* Exercise aim *
Work through the entries below and show every line in which "Bureau" is found.

--- Data to use Enclosed Below ---

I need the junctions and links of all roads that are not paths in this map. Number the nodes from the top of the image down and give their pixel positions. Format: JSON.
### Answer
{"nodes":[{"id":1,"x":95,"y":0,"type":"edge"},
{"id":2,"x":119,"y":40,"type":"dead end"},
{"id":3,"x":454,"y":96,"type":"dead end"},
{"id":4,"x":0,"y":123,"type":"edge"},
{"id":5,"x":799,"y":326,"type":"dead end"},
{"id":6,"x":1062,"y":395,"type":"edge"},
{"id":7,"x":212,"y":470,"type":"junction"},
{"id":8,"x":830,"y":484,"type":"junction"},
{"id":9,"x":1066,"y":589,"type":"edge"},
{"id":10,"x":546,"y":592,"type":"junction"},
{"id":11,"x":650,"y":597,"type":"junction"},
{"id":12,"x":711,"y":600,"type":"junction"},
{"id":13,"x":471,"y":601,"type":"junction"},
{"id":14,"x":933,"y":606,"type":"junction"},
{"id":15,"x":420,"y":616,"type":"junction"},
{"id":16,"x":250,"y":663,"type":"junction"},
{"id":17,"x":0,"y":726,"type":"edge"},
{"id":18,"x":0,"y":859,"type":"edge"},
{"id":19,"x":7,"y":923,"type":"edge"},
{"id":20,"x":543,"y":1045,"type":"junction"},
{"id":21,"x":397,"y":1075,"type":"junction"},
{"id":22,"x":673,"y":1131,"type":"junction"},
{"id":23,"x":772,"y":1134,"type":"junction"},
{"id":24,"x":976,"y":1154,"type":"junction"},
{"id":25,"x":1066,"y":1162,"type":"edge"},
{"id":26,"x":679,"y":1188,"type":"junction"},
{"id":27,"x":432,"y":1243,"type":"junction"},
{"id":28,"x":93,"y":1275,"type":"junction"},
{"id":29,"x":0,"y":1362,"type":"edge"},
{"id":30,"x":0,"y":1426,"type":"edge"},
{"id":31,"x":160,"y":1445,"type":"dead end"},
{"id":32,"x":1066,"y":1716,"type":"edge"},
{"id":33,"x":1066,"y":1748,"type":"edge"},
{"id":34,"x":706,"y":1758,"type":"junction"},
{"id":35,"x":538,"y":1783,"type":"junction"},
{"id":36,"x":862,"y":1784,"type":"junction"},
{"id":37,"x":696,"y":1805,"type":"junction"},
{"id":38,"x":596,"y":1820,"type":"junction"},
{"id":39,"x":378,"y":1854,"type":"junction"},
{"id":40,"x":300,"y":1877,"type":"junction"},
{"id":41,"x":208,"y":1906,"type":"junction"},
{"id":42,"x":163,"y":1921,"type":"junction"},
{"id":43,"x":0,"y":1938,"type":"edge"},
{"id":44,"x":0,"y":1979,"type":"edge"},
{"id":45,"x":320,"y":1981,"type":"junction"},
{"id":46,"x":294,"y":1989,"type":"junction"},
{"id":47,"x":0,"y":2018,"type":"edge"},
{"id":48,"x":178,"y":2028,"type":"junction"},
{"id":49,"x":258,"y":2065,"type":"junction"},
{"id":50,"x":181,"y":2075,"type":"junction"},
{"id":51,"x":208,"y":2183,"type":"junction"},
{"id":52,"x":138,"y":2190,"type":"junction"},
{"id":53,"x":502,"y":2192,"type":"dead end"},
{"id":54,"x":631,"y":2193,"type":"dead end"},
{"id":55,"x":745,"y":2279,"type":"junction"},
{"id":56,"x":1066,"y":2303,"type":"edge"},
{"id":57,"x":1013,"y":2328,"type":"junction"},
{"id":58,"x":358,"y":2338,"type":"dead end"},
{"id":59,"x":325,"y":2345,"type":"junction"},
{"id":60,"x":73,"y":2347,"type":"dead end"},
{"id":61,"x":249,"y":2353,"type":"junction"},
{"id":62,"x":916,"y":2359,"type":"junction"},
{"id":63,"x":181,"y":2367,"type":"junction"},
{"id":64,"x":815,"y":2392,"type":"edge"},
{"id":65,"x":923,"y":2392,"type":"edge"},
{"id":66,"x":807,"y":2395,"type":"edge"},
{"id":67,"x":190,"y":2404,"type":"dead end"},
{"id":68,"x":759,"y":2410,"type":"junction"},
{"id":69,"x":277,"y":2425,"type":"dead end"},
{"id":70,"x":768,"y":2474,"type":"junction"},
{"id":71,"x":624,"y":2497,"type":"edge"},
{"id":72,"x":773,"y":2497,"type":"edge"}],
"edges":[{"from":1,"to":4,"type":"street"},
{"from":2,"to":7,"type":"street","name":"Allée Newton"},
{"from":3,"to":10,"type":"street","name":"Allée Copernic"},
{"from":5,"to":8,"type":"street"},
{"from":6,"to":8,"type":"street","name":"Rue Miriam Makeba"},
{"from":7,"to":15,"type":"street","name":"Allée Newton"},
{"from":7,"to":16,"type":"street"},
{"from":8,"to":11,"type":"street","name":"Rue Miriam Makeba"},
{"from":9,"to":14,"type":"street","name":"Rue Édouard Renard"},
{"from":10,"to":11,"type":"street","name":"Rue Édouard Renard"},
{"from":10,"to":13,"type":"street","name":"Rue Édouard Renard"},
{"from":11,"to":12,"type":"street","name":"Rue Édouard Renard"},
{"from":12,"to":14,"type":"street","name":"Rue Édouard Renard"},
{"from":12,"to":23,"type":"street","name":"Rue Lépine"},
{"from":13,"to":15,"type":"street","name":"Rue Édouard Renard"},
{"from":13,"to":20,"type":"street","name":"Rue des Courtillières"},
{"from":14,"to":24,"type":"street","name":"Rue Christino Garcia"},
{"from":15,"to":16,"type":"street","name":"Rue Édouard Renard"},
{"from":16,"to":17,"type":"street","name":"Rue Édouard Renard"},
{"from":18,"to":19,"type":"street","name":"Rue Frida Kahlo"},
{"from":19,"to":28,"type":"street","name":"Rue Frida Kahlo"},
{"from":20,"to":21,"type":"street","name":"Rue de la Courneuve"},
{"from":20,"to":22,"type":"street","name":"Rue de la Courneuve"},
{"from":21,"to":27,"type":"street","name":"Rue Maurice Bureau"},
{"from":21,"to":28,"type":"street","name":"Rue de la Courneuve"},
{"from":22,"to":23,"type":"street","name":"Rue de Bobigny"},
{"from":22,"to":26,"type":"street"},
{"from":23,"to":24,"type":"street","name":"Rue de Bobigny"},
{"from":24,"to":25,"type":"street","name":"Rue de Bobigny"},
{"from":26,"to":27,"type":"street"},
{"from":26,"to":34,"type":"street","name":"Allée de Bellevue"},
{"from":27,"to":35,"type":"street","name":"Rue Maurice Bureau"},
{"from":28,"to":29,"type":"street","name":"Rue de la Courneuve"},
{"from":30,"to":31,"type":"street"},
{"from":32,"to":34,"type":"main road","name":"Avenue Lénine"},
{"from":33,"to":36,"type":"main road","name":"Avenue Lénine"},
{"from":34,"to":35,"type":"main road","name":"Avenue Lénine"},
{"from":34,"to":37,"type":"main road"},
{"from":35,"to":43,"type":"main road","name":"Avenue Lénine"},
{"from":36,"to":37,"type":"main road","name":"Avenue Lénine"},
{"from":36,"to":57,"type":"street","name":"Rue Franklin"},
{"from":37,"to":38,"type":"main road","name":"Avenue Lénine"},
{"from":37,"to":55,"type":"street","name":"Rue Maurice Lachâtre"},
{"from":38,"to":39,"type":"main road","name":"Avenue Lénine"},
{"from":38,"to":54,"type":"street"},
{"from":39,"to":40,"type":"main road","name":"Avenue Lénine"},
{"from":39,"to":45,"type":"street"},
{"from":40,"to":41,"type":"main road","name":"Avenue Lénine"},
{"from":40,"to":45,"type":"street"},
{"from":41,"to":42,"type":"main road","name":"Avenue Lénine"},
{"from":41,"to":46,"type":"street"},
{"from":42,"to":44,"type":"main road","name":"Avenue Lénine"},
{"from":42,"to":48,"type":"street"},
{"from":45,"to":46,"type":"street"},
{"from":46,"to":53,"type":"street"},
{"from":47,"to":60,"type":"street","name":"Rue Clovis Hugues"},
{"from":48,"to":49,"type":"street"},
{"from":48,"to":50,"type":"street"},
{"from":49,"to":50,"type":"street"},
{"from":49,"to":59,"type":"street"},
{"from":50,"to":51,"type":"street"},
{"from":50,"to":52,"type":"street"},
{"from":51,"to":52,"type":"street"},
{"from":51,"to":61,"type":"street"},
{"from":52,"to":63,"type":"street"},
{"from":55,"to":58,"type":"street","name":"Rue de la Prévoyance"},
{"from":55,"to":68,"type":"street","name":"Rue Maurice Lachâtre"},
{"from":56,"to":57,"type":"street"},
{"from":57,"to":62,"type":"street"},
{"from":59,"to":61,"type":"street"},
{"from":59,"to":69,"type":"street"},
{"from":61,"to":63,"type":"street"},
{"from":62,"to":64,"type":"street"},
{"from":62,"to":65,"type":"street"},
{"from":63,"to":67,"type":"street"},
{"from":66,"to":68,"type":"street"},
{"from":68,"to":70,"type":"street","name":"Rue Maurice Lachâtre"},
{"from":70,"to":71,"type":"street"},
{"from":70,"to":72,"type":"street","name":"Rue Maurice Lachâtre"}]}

--- End of Enclosed Data to use ---

* Task answer *
{"from":21,"to":27,"type":"street","name":"Rue Maurice Bureau"},
{"from":27,"to":35,"type":"street","name":"Rue Maurice Bureau"},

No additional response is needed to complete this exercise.